HERE’S A PREDICTION: At some point — maybe 10 years from now, maybe 20 — the energy bill currently wending its way through the Senate will be seen as an enormously significant lost opportunity. This is not because the bill itself is so terrible; it’s not, though it may become far worse in the process of being reconciled with the more pro-pollution, pro-oil-industry version approved by the House. No, this is a lost opportunity precisely because many senators have come to the right conclusions about the direction energy policy should take, but the body as a whole is not yet willing to act on them.

- more here

Amazing Yosemite, Hike, Prius

Monday, June 27th, 2005

I didn’t take any pictures … didn’t take a camera, but had an amazing weekend in Yosemite. I did the Half Dome hike up to the cables, and found a huge crowd. While we were watching the line not move, raindrops and thunder started so we headed back. The hike (about 17 miles and a 4000 foot climb by our route) had me totally trashed by the bottom anyway.

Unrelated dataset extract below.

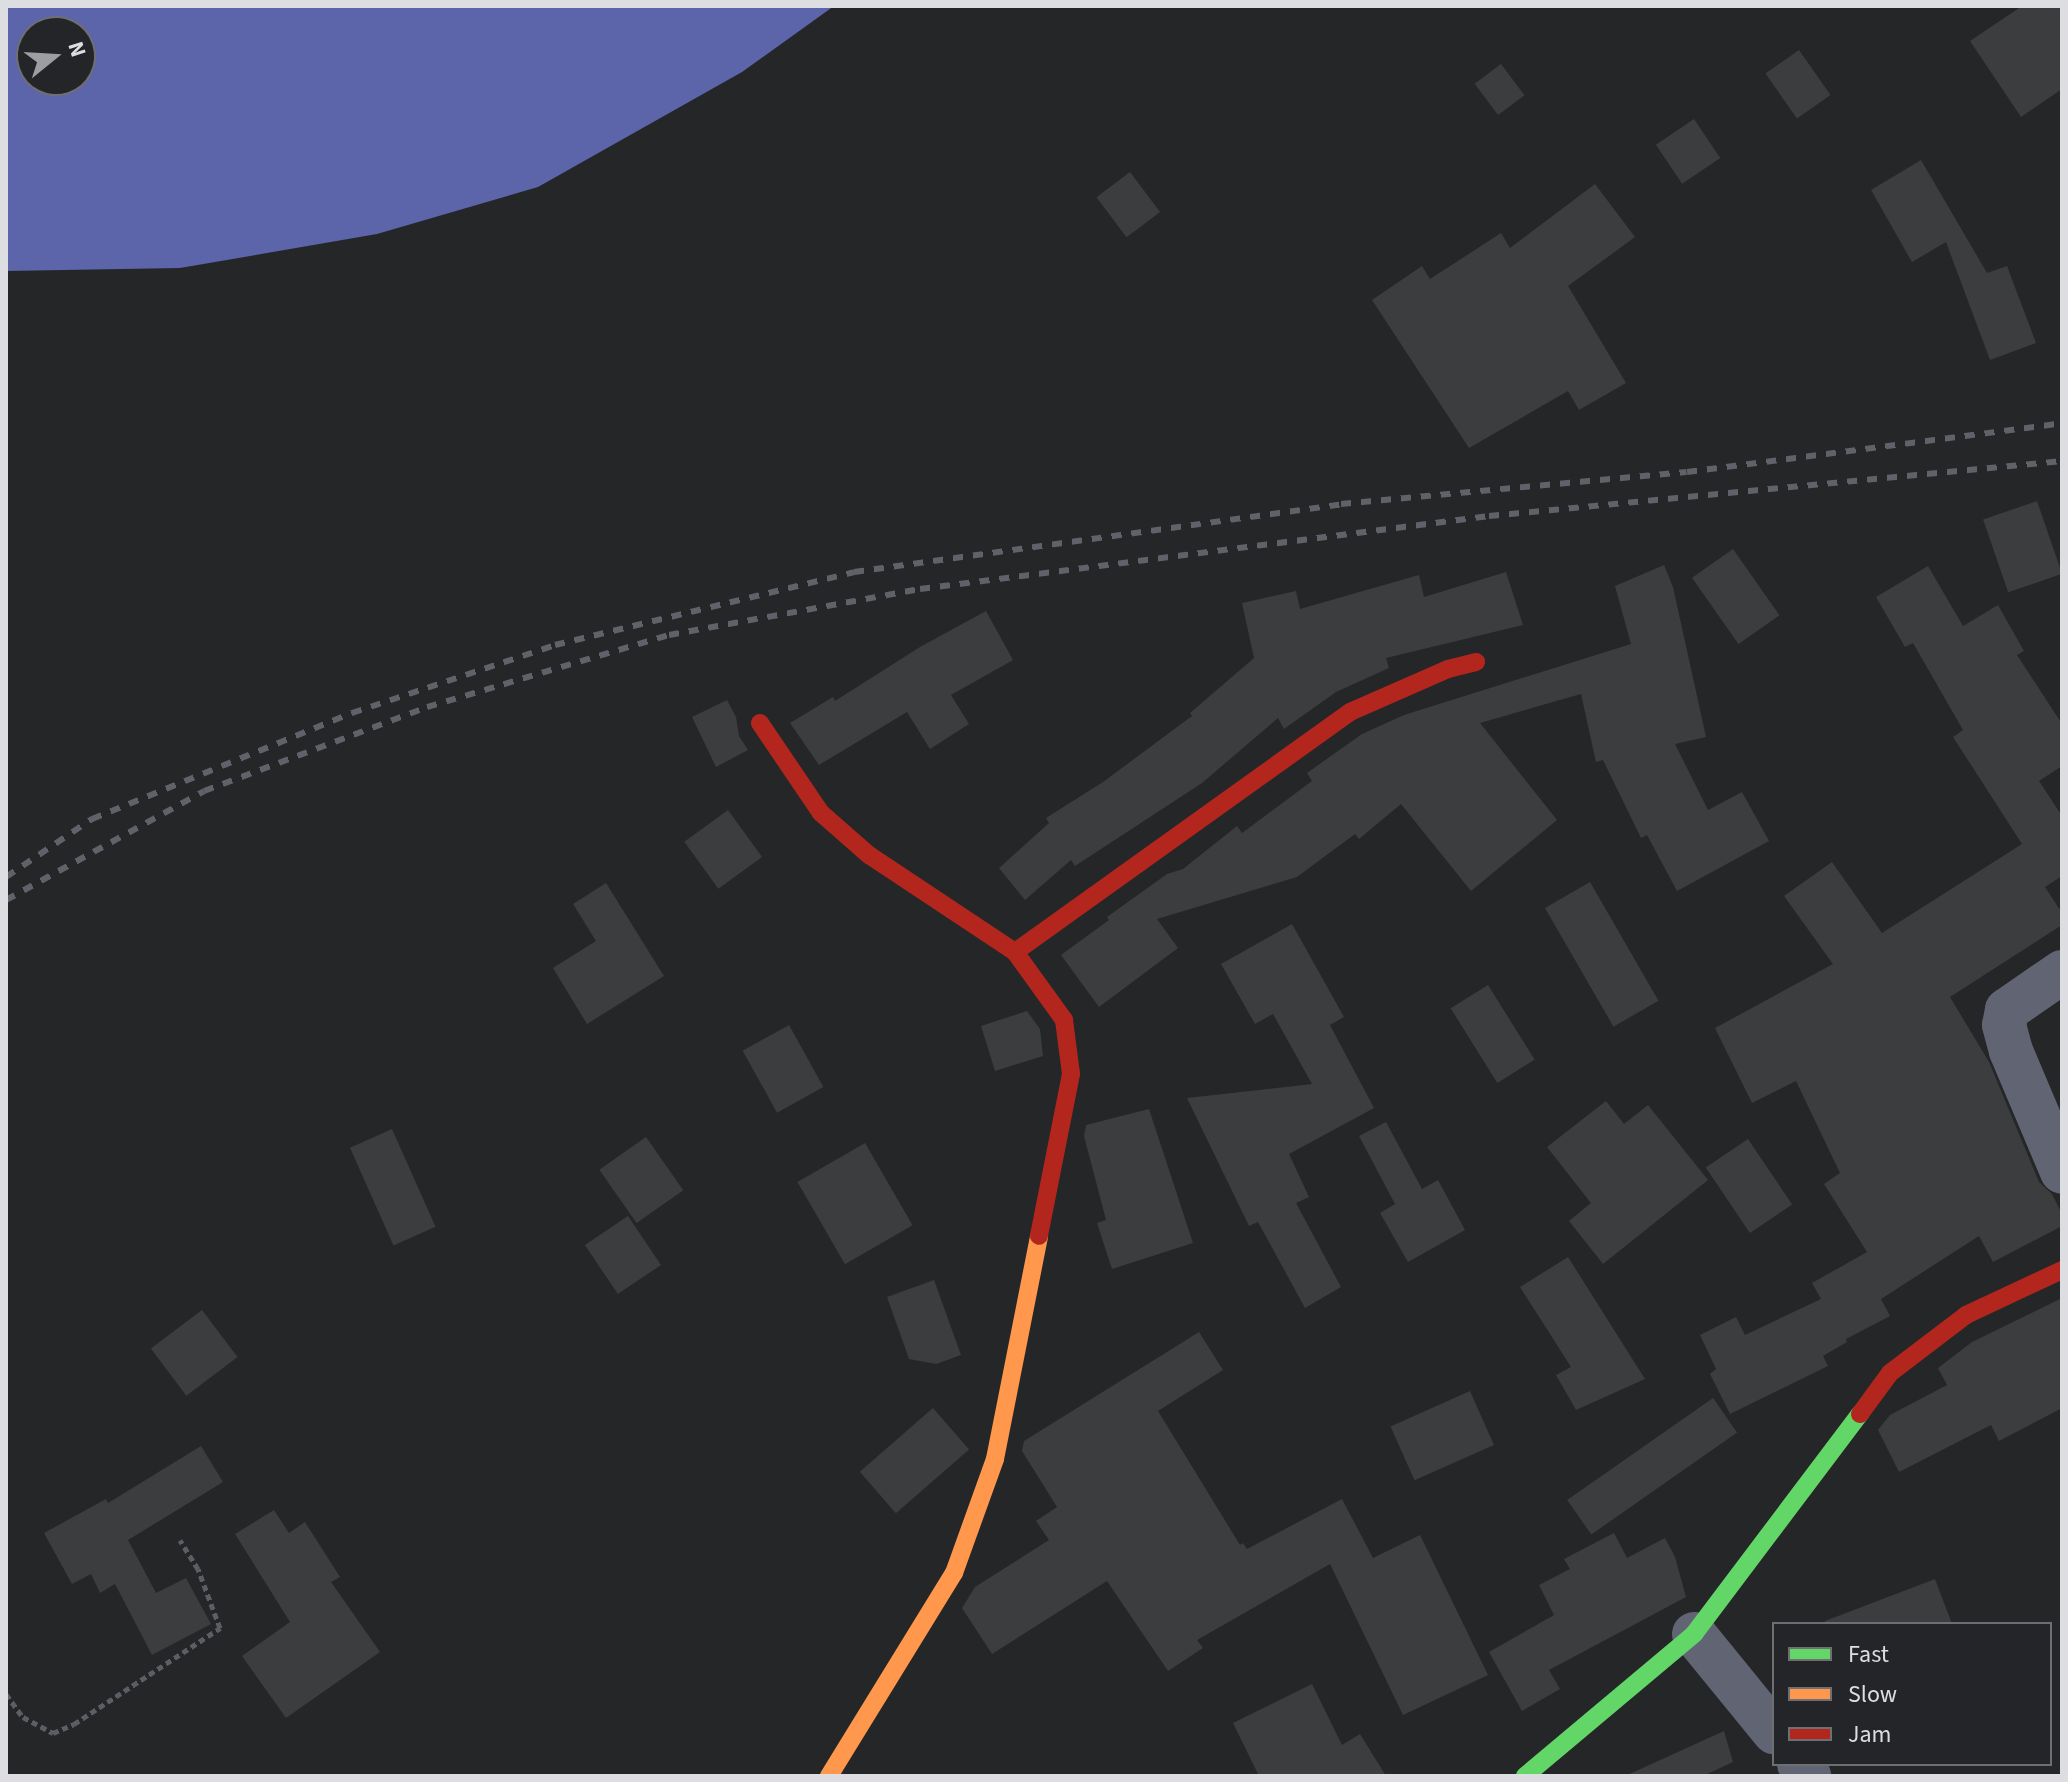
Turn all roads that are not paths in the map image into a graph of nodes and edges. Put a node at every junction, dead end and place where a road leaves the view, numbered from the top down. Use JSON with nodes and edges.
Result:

Anyway, the Prius did great. We went from sea level in Orange County up over the Grapevine to Yosemite (approx. 650 miles round trip), much of it at 70 mph, and got 50 miles per gallon overall. Three people and moderate luggage. Amazing.

Comment Spam

Sunday, June 26th, 2005

I was away for a couple days … I considered closing comments while I was gone, but left it as a test. I didn’t count exactly but I think I had to delete a hundred comment spams, at least. Some were caught in the spam filter, and some snuck by. Next time, I guess I’ll turn them off. Anyway if any genuine messages were lost, drop me a line.

Peak Oil

Friday, June 24th, 2005

I have been reading the Peak Oil Blogs too much. It is getting very depressing. Time to look away for a little bit, and then look back later to see if they are still on-track with their gloom!